RECORDS SUPPLIED >>
★ ★ ★ ★ ★

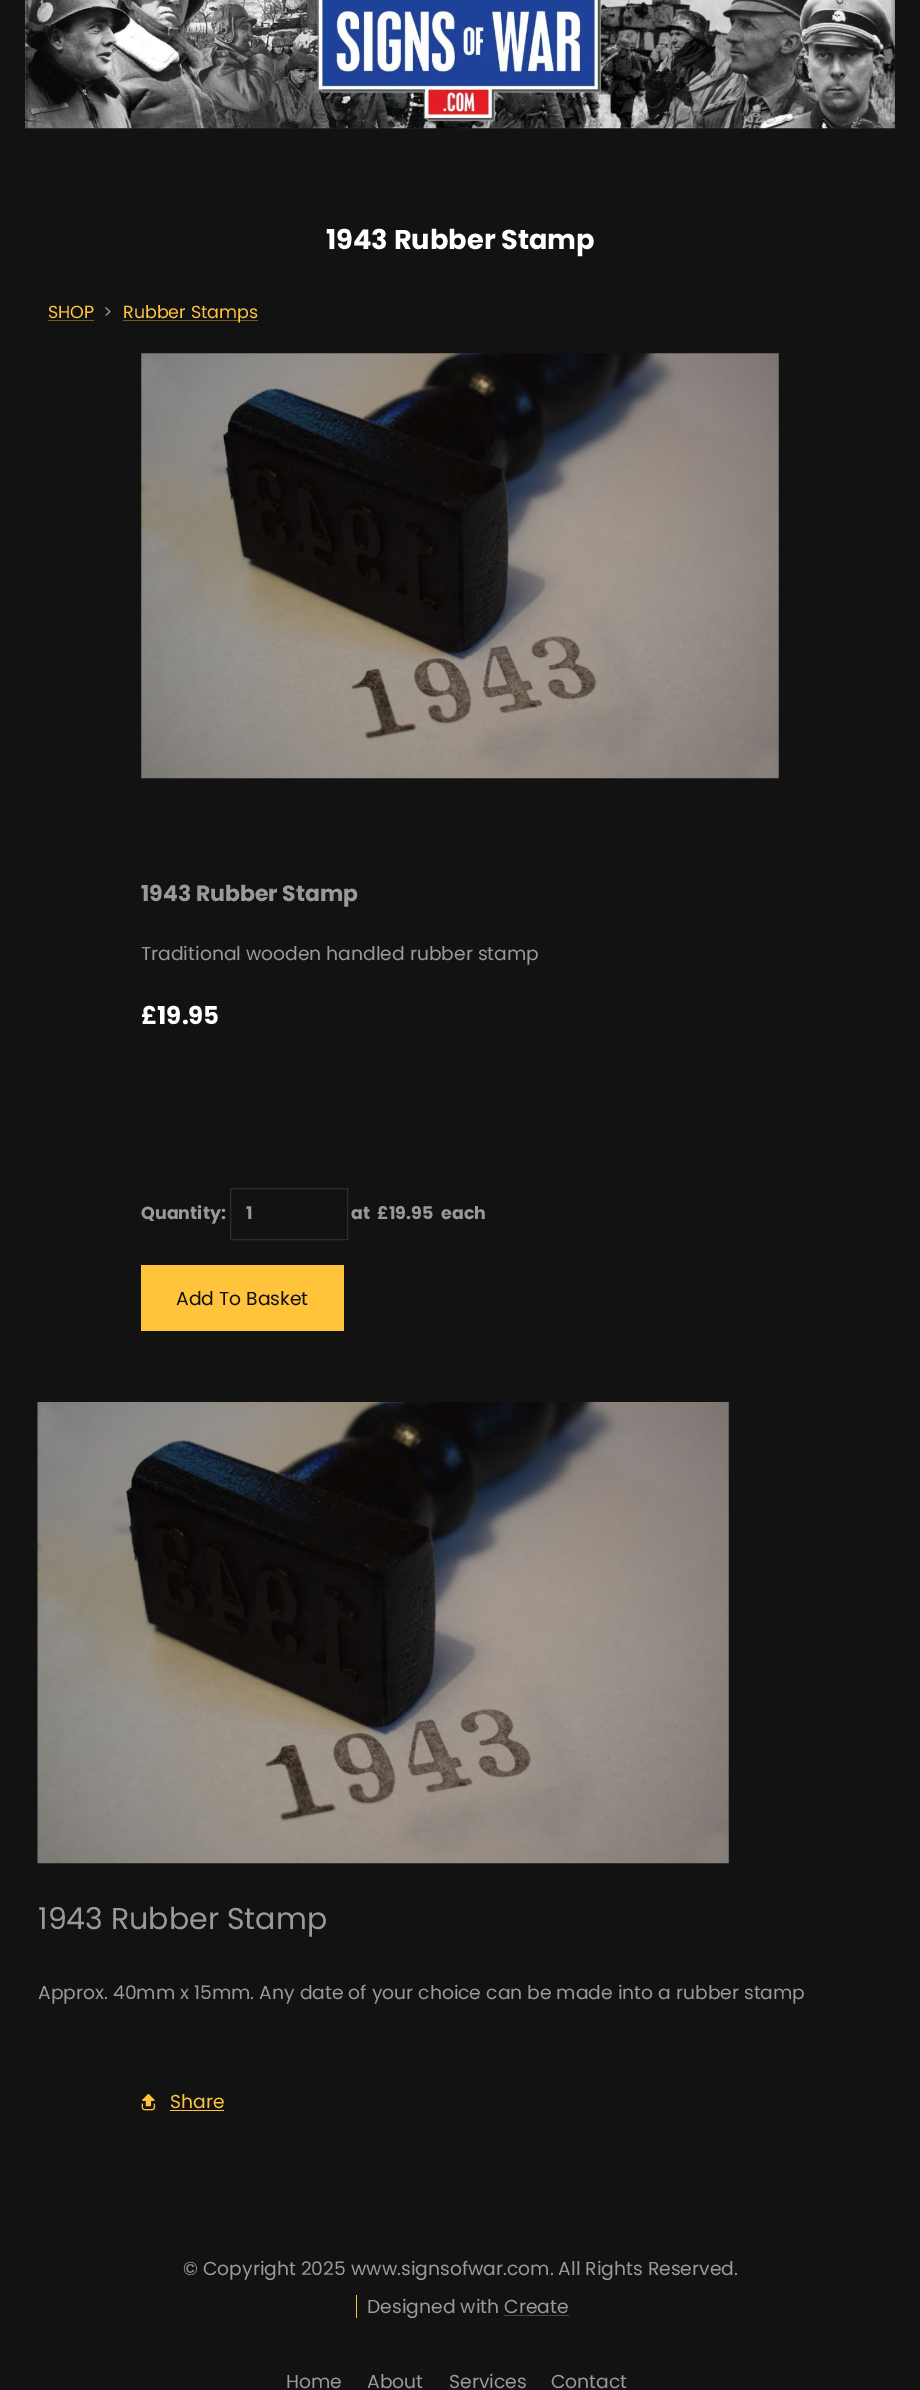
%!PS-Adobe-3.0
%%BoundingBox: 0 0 920 2390
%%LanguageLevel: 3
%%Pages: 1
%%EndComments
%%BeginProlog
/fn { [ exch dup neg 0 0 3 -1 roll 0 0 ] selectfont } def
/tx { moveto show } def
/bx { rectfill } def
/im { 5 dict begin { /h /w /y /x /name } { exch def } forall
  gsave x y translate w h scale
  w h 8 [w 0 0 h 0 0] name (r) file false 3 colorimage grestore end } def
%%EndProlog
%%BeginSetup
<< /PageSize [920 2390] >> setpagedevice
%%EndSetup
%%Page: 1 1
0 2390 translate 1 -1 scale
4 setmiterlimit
0.071 setgray
0 0 920 2390 bx
(image0.raw) 25 0 870 129 im
/Poppins-Bold 27.25 fn
1 setgray
(1943 Rubber Stamp) 326 249 tx
/Poppins-Regular 17.5 fn
1 0.769 0.231 setrgbcolor
(SHOP) 48 318 tx
0.443 0.349 0.133 setrgbcolor
48 320 46 1 bx
0.6 setgray
(>) 103 318 tx
0.443 0.349 0.133 setrgbcolor
123 320 135 1 bx
1 0.769 0.231 setrgbcolor
(Rubber Stamps) 123 318 tx
(image1.raw) 141 353 638 426 im
/Poppins-Bold 22 fn
0.6 setgray
(1943 Rubber Stamp) 141 901 tx
/Poppins-Regular 18.75 fn
(Traditional wooden handled rubber stamp) 141 960 tx
/Poppins-Bold 24.5 fn
1 setgray
(£19.95) 141 1024 tx
/Poppins-Bold 17.5 fn
0.6 setgray
(Quantity:) 141 1219 tx
0.18 setgray
230.5 1188.5 117 51 rectstroke
0.6 setgray
(1) 246 1219 tx
(at) 351 1219 tx
(£19.95) 377 1219 tx
(each) 441 1219 tx
1 0.769 0.231 setrgbcolor
141 1265 203 66 bx
/Poppins-Regular 18.75 fn
0.071 setgray
(Add To Basket) 176 1305 tx
(image2.raw) 37 1402 692 462 im
/Poppins-Regular 30 fn
0.6 setgray
(1943 Rubber Stamp) 38 1929 tx
/Poppins-Regular 18.75 fn
(Approx. 40mm x 15mm. Any date of your choice can be made into a rubber stamp) 38 1999 tx
(image3.raw) 141 2094 15 17 im
1 0.769 0.231 setrgbcolor
(Share) 170 2108 tx
170 2110 54 1 bx
0.6 setgray
(© Copyright 2025 www.signsofwar.com. All Rights Reserved.) 183 2275 tx
1 0.769 0.231 setrgbcolor
356 2295 1 23 bx
0.6 setgray
(Designed with Create) 367 2313 tx
0.282 setgray
504 2315 65 1 bx
0.6 setgray
(Home) 286 2388 tx
(About) 367 2388 tx
(Services) 449 2388 tx
(Contact) 551 2388 tx
showpage
%%EOF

★ ★ ★ ★ ★

INSTRUCTIONS FOR THE TASK >> Please reproduce exactly and only the lines from the first line of the records through the line containing "0 2390 translate 1 -1 scale", both included, omitting any pictures.

WRITTEN SOLUTION >>
%!PS-Adobe-3.0
%%BoundingBox: 0 0 920 2390
%%LanguageLevel: 3
%%Pages: 1
%%EndComments
%%BeginProlog
/fn { [ exch dup neg 0 0 3 -1 roll 0 0 ] selectfont } def
/tx { moveto show } def
/bx { rectfill } def
/im { 5 dict begin { /h /w /y /x /name } { exch def } forall
  gsave x y translate w h scale
  w h 8 [w 0 0 h 0 0] name (r) file false 3 colorimage grestore end } def
%%EndProlog
%%BeginSetup
<< /PageSize [920 2390] >> setpagedevice
%%EndSetup
%%Page: 1 1
0 2390 translate 1 -1 scale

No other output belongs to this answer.